(Data items)
------------------------------------------------------------

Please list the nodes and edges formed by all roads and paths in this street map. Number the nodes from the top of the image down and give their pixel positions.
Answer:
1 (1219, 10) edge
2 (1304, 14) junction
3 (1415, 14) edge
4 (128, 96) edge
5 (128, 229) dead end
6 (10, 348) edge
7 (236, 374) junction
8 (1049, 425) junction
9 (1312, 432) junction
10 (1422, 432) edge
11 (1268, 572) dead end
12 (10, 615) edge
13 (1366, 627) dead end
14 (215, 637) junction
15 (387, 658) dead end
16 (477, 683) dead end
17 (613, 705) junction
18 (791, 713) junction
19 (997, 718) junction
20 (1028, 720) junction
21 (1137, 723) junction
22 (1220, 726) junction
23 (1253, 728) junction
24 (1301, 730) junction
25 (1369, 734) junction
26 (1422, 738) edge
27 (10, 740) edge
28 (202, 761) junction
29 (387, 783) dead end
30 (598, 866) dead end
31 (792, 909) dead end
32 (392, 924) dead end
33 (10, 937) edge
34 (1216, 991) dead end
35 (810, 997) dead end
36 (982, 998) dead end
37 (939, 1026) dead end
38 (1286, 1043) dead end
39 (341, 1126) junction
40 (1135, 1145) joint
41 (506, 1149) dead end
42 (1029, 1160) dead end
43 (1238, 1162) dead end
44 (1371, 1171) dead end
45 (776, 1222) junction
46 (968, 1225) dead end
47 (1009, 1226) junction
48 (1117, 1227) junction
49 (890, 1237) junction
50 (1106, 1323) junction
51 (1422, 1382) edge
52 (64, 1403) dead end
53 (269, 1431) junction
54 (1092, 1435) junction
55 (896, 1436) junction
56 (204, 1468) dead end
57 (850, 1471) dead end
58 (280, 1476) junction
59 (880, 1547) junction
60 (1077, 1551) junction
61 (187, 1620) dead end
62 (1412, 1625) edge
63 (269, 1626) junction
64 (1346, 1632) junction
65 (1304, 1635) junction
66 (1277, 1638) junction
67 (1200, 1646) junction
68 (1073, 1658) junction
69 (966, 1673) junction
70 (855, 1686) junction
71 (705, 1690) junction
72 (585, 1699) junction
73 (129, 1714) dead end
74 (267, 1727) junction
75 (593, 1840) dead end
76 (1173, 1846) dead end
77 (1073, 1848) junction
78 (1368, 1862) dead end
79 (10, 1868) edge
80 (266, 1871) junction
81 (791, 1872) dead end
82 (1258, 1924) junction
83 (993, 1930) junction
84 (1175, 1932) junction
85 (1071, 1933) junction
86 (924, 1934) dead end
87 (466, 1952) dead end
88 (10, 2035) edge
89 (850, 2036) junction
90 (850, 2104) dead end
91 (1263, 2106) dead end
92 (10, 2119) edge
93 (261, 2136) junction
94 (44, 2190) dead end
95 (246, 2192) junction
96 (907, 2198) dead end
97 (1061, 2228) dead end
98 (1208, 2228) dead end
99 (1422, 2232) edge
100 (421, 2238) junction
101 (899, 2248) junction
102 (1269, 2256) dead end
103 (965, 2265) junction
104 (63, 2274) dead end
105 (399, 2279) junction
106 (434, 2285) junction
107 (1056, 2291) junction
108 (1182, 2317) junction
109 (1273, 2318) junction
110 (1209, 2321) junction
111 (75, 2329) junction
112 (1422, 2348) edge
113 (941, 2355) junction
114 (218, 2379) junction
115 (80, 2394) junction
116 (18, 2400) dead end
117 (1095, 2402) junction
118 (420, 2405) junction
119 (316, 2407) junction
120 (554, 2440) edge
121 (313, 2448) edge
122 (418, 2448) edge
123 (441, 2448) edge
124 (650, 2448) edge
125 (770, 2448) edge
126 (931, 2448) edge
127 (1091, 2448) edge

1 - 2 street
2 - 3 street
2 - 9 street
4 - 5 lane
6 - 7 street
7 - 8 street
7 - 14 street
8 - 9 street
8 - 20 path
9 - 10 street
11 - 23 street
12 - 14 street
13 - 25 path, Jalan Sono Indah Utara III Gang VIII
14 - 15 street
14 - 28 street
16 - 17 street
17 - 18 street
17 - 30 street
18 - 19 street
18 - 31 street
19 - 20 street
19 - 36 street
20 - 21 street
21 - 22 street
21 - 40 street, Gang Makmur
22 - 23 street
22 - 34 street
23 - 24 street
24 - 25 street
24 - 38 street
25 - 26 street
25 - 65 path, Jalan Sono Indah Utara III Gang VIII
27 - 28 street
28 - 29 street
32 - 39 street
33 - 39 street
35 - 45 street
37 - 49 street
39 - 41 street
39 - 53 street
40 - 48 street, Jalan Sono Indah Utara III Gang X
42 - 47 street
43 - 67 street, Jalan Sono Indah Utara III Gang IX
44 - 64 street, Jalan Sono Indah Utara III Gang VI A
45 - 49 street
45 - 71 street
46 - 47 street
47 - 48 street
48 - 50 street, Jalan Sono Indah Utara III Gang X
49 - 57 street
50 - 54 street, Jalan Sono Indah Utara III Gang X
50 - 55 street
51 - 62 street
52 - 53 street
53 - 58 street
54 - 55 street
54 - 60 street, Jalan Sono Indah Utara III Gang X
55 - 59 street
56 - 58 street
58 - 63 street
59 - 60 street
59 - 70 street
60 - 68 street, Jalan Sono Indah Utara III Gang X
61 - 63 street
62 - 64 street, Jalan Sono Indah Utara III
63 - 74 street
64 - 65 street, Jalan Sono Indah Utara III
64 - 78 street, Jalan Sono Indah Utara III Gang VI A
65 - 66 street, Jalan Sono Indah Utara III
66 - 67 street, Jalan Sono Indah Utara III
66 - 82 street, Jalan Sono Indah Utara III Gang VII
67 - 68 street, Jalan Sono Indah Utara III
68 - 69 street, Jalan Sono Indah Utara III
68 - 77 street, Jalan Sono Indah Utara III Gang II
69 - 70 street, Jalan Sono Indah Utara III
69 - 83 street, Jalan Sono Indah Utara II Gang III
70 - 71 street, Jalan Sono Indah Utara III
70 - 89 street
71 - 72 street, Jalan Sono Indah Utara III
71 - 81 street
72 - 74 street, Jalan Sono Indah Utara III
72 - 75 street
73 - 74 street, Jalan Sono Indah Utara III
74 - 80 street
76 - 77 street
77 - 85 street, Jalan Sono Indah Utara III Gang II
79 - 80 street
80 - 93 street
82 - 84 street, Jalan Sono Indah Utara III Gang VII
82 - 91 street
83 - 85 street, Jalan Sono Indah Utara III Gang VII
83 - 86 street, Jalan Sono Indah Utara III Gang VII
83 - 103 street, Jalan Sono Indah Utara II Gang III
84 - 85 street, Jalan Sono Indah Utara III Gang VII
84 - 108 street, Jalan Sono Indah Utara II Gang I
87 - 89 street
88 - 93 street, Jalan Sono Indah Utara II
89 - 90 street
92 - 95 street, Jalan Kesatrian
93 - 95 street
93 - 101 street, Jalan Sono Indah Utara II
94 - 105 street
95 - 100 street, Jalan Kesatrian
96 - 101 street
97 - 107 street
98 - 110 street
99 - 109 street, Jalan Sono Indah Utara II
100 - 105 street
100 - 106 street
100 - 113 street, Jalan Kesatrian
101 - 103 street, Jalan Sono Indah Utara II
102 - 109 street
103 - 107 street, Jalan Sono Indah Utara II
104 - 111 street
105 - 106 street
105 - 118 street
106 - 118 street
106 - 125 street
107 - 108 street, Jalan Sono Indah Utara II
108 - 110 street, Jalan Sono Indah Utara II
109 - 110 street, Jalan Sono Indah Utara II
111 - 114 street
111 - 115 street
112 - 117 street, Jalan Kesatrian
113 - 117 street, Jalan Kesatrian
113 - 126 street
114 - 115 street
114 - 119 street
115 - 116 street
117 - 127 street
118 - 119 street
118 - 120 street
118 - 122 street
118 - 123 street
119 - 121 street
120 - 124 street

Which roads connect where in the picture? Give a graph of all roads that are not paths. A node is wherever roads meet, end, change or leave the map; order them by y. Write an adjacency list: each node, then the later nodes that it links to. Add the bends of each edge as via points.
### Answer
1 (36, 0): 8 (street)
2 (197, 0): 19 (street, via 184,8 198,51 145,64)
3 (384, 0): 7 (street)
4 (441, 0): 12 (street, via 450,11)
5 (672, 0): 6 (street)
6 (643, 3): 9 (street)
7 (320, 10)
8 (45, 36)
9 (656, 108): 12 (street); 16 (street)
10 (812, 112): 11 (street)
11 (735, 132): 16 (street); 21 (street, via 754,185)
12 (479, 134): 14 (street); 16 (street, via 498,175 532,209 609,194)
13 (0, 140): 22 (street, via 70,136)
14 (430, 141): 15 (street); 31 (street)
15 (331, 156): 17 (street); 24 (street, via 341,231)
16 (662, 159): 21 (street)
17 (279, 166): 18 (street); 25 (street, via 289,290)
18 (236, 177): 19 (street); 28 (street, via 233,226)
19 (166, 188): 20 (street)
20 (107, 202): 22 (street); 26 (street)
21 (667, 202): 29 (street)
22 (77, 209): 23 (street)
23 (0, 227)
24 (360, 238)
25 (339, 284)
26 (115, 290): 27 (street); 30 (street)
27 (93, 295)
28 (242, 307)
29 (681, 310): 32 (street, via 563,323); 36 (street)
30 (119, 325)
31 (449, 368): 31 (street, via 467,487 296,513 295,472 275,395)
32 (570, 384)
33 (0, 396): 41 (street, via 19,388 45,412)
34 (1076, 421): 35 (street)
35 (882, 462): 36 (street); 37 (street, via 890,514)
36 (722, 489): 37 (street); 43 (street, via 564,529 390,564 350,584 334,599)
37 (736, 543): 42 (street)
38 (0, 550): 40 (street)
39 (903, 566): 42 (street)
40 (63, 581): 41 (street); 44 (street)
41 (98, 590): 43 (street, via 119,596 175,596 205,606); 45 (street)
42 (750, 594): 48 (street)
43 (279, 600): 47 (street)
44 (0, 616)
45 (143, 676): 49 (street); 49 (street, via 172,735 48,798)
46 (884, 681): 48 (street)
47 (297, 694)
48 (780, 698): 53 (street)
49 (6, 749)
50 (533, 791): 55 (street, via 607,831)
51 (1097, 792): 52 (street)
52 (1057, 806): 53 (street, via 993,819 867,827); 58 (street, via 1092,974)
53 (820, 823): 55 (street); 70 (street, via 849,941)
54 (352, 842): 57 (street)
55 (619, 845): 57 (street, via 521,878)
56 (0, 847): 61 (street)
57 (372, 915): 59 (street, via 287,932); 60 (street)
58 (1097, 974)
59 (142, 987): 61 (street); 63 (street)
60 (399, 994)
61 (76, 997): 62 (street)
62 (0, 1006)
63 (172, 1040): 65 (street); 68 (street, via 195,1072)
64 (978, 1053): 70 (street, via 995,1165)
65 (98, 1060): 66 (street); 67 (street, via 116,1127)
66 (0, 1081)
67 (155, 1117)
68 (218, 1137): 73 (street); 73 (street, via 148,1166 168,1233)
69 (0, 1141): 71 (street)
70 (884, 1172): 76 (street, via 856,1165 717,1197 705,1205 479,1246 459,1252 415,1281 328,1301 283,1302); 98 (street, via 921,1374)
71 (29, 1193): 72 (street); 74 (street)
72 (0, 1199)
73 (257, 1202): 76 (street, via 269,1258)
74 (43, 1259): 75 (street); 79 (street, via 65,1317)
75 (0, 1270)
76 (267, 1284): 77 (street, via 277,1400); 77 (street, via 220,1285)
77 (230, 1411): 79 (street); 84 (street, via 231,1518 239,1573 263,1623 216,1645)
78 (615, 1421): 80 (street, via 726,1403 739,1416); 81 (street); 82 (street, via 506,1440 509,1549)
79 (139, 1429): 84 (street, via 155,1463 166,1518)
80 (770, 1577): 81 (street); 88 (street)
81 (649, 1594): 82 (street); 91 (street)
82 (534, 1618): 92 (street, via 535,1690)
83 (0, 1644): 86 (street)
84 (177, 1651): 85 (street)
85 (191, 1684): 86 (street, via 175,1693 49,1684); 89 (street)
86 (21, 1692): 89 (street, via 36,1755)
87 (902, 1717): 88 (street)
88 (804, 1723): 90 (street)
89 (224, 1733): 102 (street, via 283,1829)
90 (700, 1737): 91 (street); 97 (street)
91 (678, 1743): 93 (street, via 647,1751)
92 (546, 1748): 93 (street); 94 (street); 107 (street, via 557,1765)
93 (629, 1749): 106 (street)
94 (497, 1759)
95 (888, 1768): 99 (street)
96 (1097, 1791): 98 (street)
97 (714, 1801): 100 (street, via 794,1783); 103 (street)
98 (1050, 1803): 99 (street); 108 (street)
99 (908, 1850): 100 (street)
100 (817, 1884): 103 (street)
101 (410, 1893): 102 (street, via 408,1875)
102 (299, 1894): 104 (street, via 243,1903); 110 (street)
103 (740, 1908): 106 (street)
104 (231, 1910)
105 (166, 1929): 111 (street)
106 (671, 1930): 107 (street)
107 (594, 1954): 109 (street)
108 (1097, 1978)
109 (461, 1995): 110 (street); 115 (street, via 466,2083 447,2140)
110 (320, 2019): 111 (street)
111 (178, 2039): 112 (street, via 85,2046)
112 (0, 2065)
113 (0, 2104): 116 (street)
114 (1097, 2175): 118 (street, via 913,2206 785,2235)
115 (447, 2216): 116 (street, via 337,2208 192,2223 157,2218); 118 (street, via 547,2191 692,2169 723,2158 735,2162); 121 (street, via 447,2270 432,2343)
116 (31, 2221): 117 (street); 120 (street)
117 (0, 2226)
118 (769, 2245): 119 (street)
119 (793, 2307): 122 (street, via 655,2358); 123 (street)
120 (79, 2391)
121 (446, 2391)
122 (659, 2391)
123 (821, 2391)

------------------------------------------------------------

The result should be every line that contains "nodes", copied from the entries.

▶ Output for this exercise:
Please list the nodes and edges formed by all roads and paths in this street map. Number the nodes from the top of the image down and give their pixel positions.
Which roads connect where in the picture? Give a graph of all roads that are not paths. A node is wherever roads meet, end, change or leave the map; order them by y. Write an adjacency list: each node, then the later nodes that it links to. Add the bends of each edge as via points.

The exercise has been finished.